* [Problem to solve]: Your answer should be an exact copy of every record.

* [Data shown]:

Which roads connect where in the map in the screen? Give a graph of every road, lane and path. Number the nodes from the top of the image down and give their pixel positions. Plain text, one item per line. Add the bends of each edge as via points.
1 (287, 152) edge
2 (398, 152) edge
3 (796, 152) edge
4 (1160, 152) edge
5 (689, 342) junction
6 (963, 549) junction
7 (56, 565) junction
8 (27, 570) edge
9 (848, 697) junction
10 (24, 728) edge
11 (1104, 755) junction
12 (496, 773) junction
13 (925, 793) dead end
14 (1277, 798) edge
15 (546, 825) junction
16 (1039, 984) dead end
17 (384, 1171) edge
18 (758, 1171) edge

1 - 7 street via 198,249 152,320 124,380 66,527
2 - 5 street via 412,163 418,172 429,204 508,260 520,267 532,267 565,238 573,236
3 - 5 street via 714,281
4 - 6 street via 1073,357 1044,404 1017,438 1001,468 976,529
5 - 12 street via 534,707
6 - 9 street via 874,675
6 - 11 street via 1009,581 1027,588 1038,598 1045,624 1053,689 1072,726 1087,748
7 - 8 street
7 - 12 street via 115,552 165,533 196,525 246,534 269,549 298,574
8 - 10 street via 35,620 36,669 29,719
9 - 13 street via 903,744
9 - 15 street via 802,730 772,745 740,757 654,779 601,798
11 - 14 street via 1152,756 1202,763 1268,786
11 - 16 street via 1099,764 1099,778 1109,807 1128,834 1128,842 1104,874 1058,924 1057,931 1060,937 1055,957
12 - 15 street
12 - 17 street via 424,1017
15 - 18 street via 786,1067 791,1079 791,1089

* [Solution to this exercise]:
Which roads connect where in the map in the screen? Give a graph of every road, lane and path. Number the nodes from the top of the image down and give their pixel positions. Plain text, one item per line. Add the bends of each edge as via points.
1 (287, 152) edge
2 (398, 152) edge
3 (796, 152) edge
4 (1160, 152) edge
5 (689, 342) junction
6 (963, 549) junction
7 (56, 565) junction
8 (27, 570) edge
9 (848, 697) junction
10 (24, 728) edge
11 (1104, 755) junction
12 (496, 773) junction
13 (925, 793) dead end
14 (1277, 798) edge
15 (546, 825) junction
16 (1039, 984) dead end
17 (384, 1171) edge
18 (758, 1171) edge

1 - 7 street via 198,249 152,320 124,380 66,527
2 - 5 street via 412,163 418,172 429,204 508,260 520,267 532,267 565,238 573,236
3 - 5 street via 714,281
4 - 6 street via 1073,357 1044,404 1017,438 1001,468 976,529
5 - 12 street via 534,707
6 - 9 street via 874,675
6 - 11 street via 1009,581 1027,588 1038,598 1045,624 1053,689 1072,726 1087,748
7 - 8 street
7 - 12 street via 115,552 165,533 196,525 246,534 269,549 298,574
8 - 10 street via 35,620 36,669 29,719
9 - 13 street via 903,744
9 - 15 street via 802,730 772,745 740,757 654,779 601,798
11 - 14 street via 1152,756 1202,763 1268,786
11 - 16 street via 1099,764 1099,778 1109,807 1128,834 1128,842 1104,874 1058,924 1057,931 1060,937 1055,957
12 - 15 street
12 - 17 street via 424,1017
15 - 18 street via 786,1067 791,1079 791,1089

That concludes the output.